▶ [What you have to do]:
In the listing that follows, locate the line containing "cairo_arc(cr, x + w - r, y + h" and the line containing "cairo_pattern_t *gradient;". Retype exactly those two lines and every line between them, and nothing more.

----------------------------------------

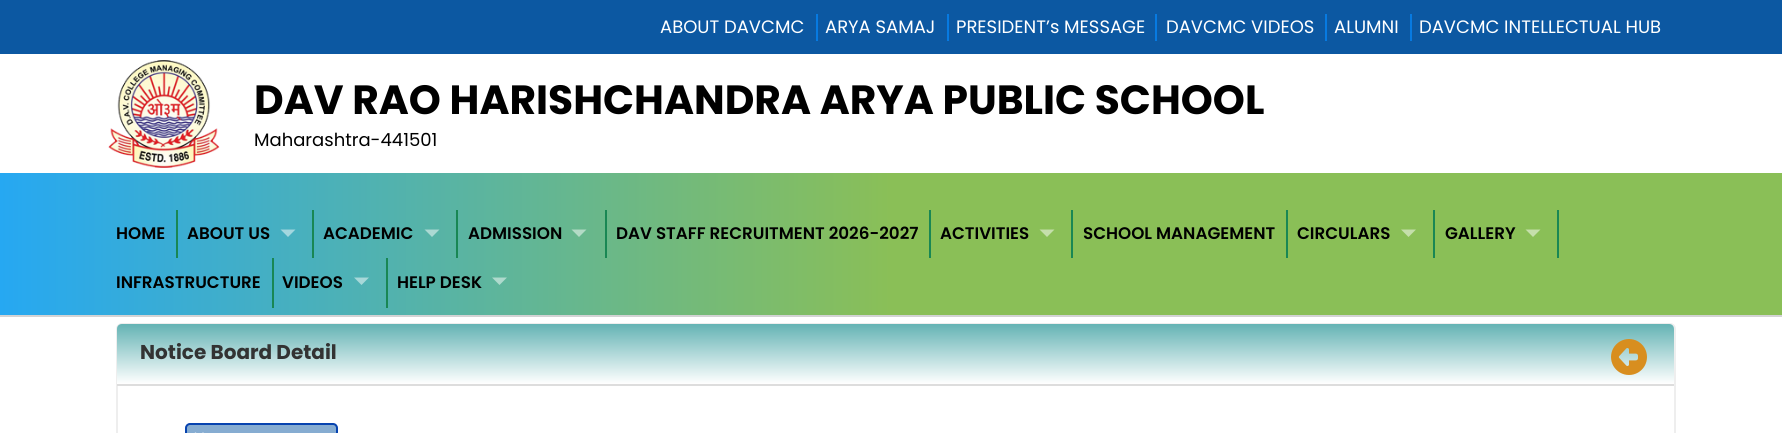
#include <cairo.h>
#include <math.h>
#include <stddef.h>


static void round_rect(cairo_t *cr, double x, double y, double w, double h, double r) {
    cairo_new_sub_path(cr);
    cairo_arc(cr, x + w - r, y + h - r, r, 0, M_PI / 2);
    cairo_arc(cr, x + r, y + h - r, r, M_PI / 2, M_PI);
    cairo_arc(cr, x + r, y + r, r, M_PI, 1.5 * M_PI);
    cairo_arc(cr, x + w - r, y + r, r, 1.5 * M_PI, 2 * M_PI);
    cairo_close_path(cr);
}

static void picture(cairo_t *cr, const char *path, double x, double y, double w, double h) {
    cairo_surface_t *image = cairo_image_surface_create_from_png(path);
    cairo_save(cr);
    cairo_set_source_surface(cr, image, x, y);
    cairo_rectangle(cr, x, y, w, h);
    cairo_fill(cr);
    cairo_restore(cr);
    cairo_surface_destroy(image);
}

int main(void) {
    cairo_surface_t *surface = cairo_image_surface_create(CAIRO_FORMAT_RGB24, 1782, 433);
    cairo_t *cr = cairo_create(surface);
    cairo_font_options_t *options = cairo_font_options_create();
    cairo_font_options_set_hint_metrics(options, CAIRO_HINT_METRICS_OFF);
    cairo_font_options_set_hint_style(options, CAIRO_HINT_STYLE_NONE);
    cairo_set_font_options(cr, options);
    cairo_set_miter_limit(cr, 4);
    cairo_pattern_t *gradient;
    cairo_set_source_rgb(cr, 1, 1, 1);
    cairo_paint(cr);
    cairo_set_source_rgb(cr, 0.047, 0.345, 0.635);
    cairo_rectangle(cr, 0, 0, 1782, 54);
    cairo_fill(cr);
    cairo_set_source_rgb(cr, 0.031, 0.478, 0.882);
    cairo_rectangle(cr, 816, 14, 2, 27);
    cairo_fill(cr);
    cairo_select_font_face(cr, "Poppins", CAIRO_FONT_SLANT_NORMAL, CAIRO_FONT_WEIGHT_NORMAL);
    cairo_set_font_size(cr, 18);
    cairo_set_source_rgb(cr, 1, 1, 1);
    cairo_move_to(cr, 660, 33);
    cairo_show_text(cr, "ABOUT DAVCMC");
    cairo_set_source_rgb(cr, 0.031, 0.478, 0.882);
    cairo_rectangle(cr, 947, 14, 2, 27);
    cairo_fill(cr);
    cairo_set_source_rgb(cr, 1, 1, 1);
    cairo_move_to(cr, 825, 33);
    cairo_show_text(cr, "ARYA SAMAJ");
    cairo_set_source_rgb(cr, 0.031, 0.478, 0.882);
    cairo_rectangle(cr, 1155, 14, 2, 27);
    cairo_fill(cr);
    cairo_set_source_rgb(cr, 1, 1, 1);
    cairo_move_to(cr, 956, 33);
    cairo_show_text(cr, "PRESIDENT’s MESSAGE");
    cairo_set_source_rgb(cr, 0.031, 0.478, 0.882);
    cairo_rectangle(cr, 1325, 14, 2, 27);
    cairo_fill(cr);
    cairo_set_source_rgb(cr, 1, 1, 1);
    cairo_move_to(cr, 1166, 33);
    cairo_show_text(cr, "DAVCMC VIDEOS");
    cairo_set_source_rgb(cr, 0.031, 0.478, 0.882);
    cairo_rectangle(cr, 1410, 14, 2, 27);
    cairo_fill(cr);
    cairo_set_source_rgb(cr, 1, 1, 1);
    cairo_move_to(cr, 1334, 33);
    cairo_show_text(cr, "ALUMNI");
    cairo_move_to(cr, 1419, 33);
    cairo_show_text(cr, "DAVCMC INTELLECTUAL HUB");
    picture(cr, "img1.png", 108, 60, 112, 108);
    cairo_select_font_face(cr, "Poppins", CAIRO_FONT_SLANT_NORMAL, CAIRO_FONT_WEIGHT_BOLD);
    cairo_set_font_size(cr, 40.8);
    cairo_set_source_rgb(cr, 0, 0, 0);
    cairo_move_to(cr, 254, 114);
    cairo_show_text(cr, "DAV RAO HARISHCHANDRA ARYA PUBLIC SCHOOL");
    cairo_select_font_face(cr, "Poppins", CAIRO_FONT_SLANT_NORMAL, CAIRO_FONT_WEIGHT_NORMAL);
    cairo_set_font_size(cr, 18);
    cairo_move_to(cr, 254, 146);
    cairo_show_text(cr, "Maharashtra-441501");
    gradient = cairo_pattern_create_linear(0, 244, 1782, 244);
    cairo_pattern_add_color_stop_rgba(gradient, 0, 0.149, 0.659, 0.949, 1);
    cairo_pattern_add_color_stop_rgba(gradient, 0.5, 0.541, 0.749, 0.341, 1);
    cairo_set_source(cr, gradient);
    cairo_pattern_destroy(gradient);
    cairo_rectangle(cr, 0, 173, 1782, 142);
    cairo_fill(cr);
    cairo_set_source_rgb(cr, 0.827, 0.827, 0.831);
    cairo_rectangle(cr, 0, 315, 1782, 2);
    cairo_fill(cr);
    cairo_set_source_rgb(cr, 0.098, 0.529, 0.329);
    cairo_rectangle(cr, 176, 210, 2, 48);
    cairo_fill(cr);
    cairo_select_font_face(cr, "Poppins SemiBold", CAIRO_FONT_SLANT_NORMAL, CAIRO_FONT_WEIGHT_NORMAL);
    cairo_set_font_size(cr, 16.75);
    cairo_set_source_rgb(cr, 0, 0, 0);
    cairo_move_to(cr, 116, 239);
    cairo_show_text(cr, "HOME");
    cairo_set_source_rgb(cr, 0.098, 0.529, 0.329);
    cairo_rectangle(cr, 312, 210, 2, 48);
    cairo_fill(cr);
    cairo_set_source_rgb(cr, 0, 0, 0);
    cairo_move_to(cr, 187, 239);
    cairo_show_text(cr, "ABOUT US");
    cairo_set_source_rgb(cr, 0.639, 0.843, 0.875);
    cairo_new_path(cr);
    cairo_move_to(cr, 280.5, 229.5);
    cairo_line_to(cr, 295.5, 229.5);
    cairo_line_to(cr, 288, 237);
    cairo_close_path(cr);
    cairo_fill(cr);
    cairo_set_source_rgb(cr, 0.098, 0.529, 0.329);
    cairo_rectangle(cr, 456, 210, 2, 48);
    cairo_fill(cr);
    cairo_set_source_rgb(cr, 0, 0, 0);
    cairo_move_to(cr, 323, 239);
    cairo_show_text(cr, "ACADEMIC");
    cairo_set_source_rgb(cr, 0.671, 0.851, 0.827);
    cairo_new_path(cr);
    cairo_move_to(cr, 424.5, 229.5);
    cairo_line_to(cr, 439.5, 229.5);
    cairo_line_to(cr, 432, 237);
    cairo_close_path(cr);
    cairo_fill(cr);
    cairo_set_source_rgb(cr, 0.098, 0.529, 0.329);
    cairo_rectangle(cr, 605, 210, 2, 48);
    cairo_fill(cr);
    cairo_set_source_rgb(cr, 0, 0, 0);
    cairo_move_to(cr, 468, 239);
    cairo_show_text(cr, "ADMISSION");
    cairo_set_source_rgb(cr, 0.702, 0.859, 0.776);
    cairo_new_path(cr);
    cairo_move_to(cr, 571.5, 229.5);
    cairo_line_to(cr, 586.5, 229.5);
    cairo_line_to(cr, 579, 237);
    cairo_close_path(cr);
    cairo_fill(cr);
    cairo_set_source_rgb(cr, 0.098, 0.529, 0.329);
    cairo_rectangle(cr, 929, 210, 2, 48);
    cairo_fill(cr);
    cairo_set_source_rgb(cr, 0, 0, 0);
    cairo_move_to(cr, 616, 239);
    cairo_show_text(cr, "DAV STAFF RECRUITMENT 2026-2027");
    cairo_set_source_rgb(cr, 0.098, 0.529, 0.329);
    cairo_rectangle(cr, 1071, 210, 2, 48);
    cairo_fill(cr);
    cairo_set_source_rgb(cr, 0, 0, 0);
    cairo_move_to(cr, 940, 239);
    cairo_show_text(cr, "ACTIVITIES");
    cairo_set_source_rgb(cr, 0.773, 0.875, 0.671);
    cairo_new_path(cr);
    cairo_move_to(cr, 1039.5, 229.5);
    cairo_line_to(cr, 1054.5, 229.5);
    cairo_line_to(cr, 1047, 237);
    cairo_close_path(cr);
    cairo_fill(cr);
    cairo_set_source_rgb(cr, 0.098, 0.529, 0.329);
    cairo_rectangle(cr, 1286, 210, 2, 48);
    cairo_fill(cr);
    cairo_set_source_rgb(cr, 0, 0, 0);
    cairo_move_to(cr, 1083, 239);
    cairo_show_text(cr, "SCHOOL MANAGEMENT");
    cairo_set_source_rgb(cr, 0.098, 0.529, 0.329);
    cairo_rectangle(cr, 1433, 210, 2, 48);
    cairo_fill(cr);
    cairo_set_source_rgb(cr, 0, 0, 0);
    cairo_move_to(cr, 1297, 239);
    cairo_show_text(cr, "CIRCULARS");
    cairo_set_source_rgb(cr, 0.773, 0.875, 0.671);
    cairo_new_path(cr);
    cairo_move_to(cr, 1401, 229.5);
    cairo_line_to(cr, 1416, 229.5);
    cairo_line_to(cr, 1408.5, 237);
    cairo_close_path(cr);
    cairo_fill(cr);
    cairo_set_source_rgb(cr, 0.098, 0.529, 0.329);
    cairo_rectangle(cr, 1557, 210, 2, 48);
    cairo_fill(cr);
    cairo_set_source_rgb(cr, 0, 0, 0);
    cairo_move_to(cr, 1445, 239);
    cairo_show_text(cr, "GALLERY");
    cairo_set_source_rgb(cr, 0.773, 0.875, 0.671);
    cairo_new_path(cr);
    cairo_move_to(cr, 1525.5, 229.5);
    cairo_line_to(cr, 1540.5, 229.5);
    cairo_line_to(cr, 1533, 237);
    cairo_close_path(cr);
    cairo_fill(cr);
    cairo_set_source_rgb(cr, 0.098, 0.529, 0.329);
    cairo_rectangle(cr, 272, 258, 2, 50);
    cairo_fill(cr);
    cairo_set_source_rgb(cr, 0, 0, 0);
    cairo_move_to(cr, 116, 288);
    cairo_show_text(cr, "INFRASTRUCTURE");
    cairo_set_source_rgb(cr, 0.098, 0.529, 0.329);
    cairo_rectangle(cr, 386, 258, 2, 50);
    cairo_fill(cr);
    cairo_set_source_rgb(cr, 0, 0, 0);
    cairo_move_to(cr, 282, 288);
    cairo_show_text(cr, "VIDEOS");
    cairo_set_source_rgb(cr, 0.655, 0.847, 0.851);
    cairo_new_path(cr);
    cairo_move_to(cr, 354, 277.5);
    cairo_line_to(cr, 369, 277.5);
    cairo_line_to(cr, 361.5, 285);
    cairo_close_path(cr);
    cairo_fill(cr);
    cairo_set_source_rgb(cr, 0, 0, 0);
    cairo_move_to(cr, 397, 288);
    cairo_show_text(cr, "HELP DESK");
    cairo_set_source_rgb(cr, 0.686, 0.855, 0.804);
    cairo_new_path(cr);
    cairo_move_to(cr, 492, 277.5);
    cairo_line_to(cr, 507, 277.5);
    cairo_line_to(cr, 499.5, 285);
    cairo_close_path(cr);
    cairo_fill(cr);
    round_rect(cr, 117, 324, 1558, 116, 5);
    cairo_set_source_rgb(cr, 0.933, 0.933, 0.933);
    cairo_stroke(cr);
    gradient = cairo_pattern_create_linear(896, 324, 896, 384);
    cairo_pattern_add_color_stop_rgba(gradient, 0, 0.392, 0.702, 0.706, 1);
    cairo_pattern_add_color_stop_rgba(gradient, 1, 1, 1, 1, 1);
    cairo_set_source(cr, gradient);
    cairo_pattern_destroy(gradient);
    cairo_new_path(cr);
    cairo_move_to(cr, 122, 324);
    cairo_line_to(cr, 1669, 324);
    cairo_curve_to(cr, 1672, 324, 1674, 326, 1674, 329);
    cairo_line_to(cr, 1674, 384);
    cairo_line_to(cr, 117, 384);
    cairo_line_to(cr, 117, 329);
    cairo_curve_to(cr, 117, 326, 119, 324, 122, 324);
    cairo_close_path(cr);
    cairo_fill(cr);
    cairo_set_source_rgb(cr, 0.867, 0.867, 0.867);
    cairo_rectangle(cr, 117, 384, 1557, 2);
    cairo_fill(cr);
    cairo_select_font_face(cr, "Poppins", CAIRO_FONT_SLANT_NORMAL, CAIRO_FONT_WEIGHT_BOLD);
    cairo_set_font_size(cr, 20);
    cairo_set_source_rgb(cr, 0.2, 0.2, 0.2);
    cairo_move_to(cr, 140, 359);
    cairo_show_text(cr, "Notice Board Detail");
    picture(cr, "img2.png", 1611, 339, 36, 36);
    cairo_set_source_rgb(cr, 0.525, 0.675, 0.82);
    round_rect(cr, 186, 424, 151, 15, 4);
    cairo_fill_preserve(cr);
    cairo_set_source_rgb(cr, 0.031, 0.263, 0.686);
    cairo_stroke(cr);
    picture(cr, "img3.png", 194, 432, 10, 1);
    cairo_surface_write_to_png(surface, "page.png");
    cairo_font_options_destroy(options);
    cairo_destroy(cr);
    cairo_surface_destroy(surface);
    return 0;
}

----------------------------------------

▶ [Finished exercise]:
    cairo_arc(cr, x + w - r, y + h - r, r, 0, M_PI / 2);
    cairo_arc(cr, x + r, y + h - r, r, M_PI / 2, M_PI);
    cairo_arc(cr, x + r, y + r, r, M_PI, 1.5 * M_PI);
    cairo_arc(cr, x + w - r, y + r, r, 1.5 * M_PI, 2 * M_PI);
    cairo_close_path(cr);
}

static void picture(cairo_t *cr, const char *path, double x, double y, double w, double h) {
    cairo_surface_t *image = cairo_image_surface_create_from_png(path);
    cairo_save(cr);
    cairo_set_source_surface(cr, image, x, y);
    cairo_rectangle(cr, x, y, w, h);
    cairo_fill(cr);
    cairo_restore(cr);
    cairo_surface_destroy(image);
}

int main(void) {
    cairo_surface_t *surface = cairo_image_surface_create(CAIRO_FORMAT_RGB24, 1782, 433);
    cairo_t *cr = cairo_create(surface);
    cairo_font_options_t *options = cairo_font_options_create();
    cairo_font_options_set_hint_metrics(options, CAIRO_HINT_METRICS_OFF);
    cairo_font_options_set_hint_style(options, CAIRO_HINT_STYLE_NONE);
    cairo_set_font_options(cr, options);
    cairo_set_miter_limit(cr, 4);
    cairo_pattern_t *gradient;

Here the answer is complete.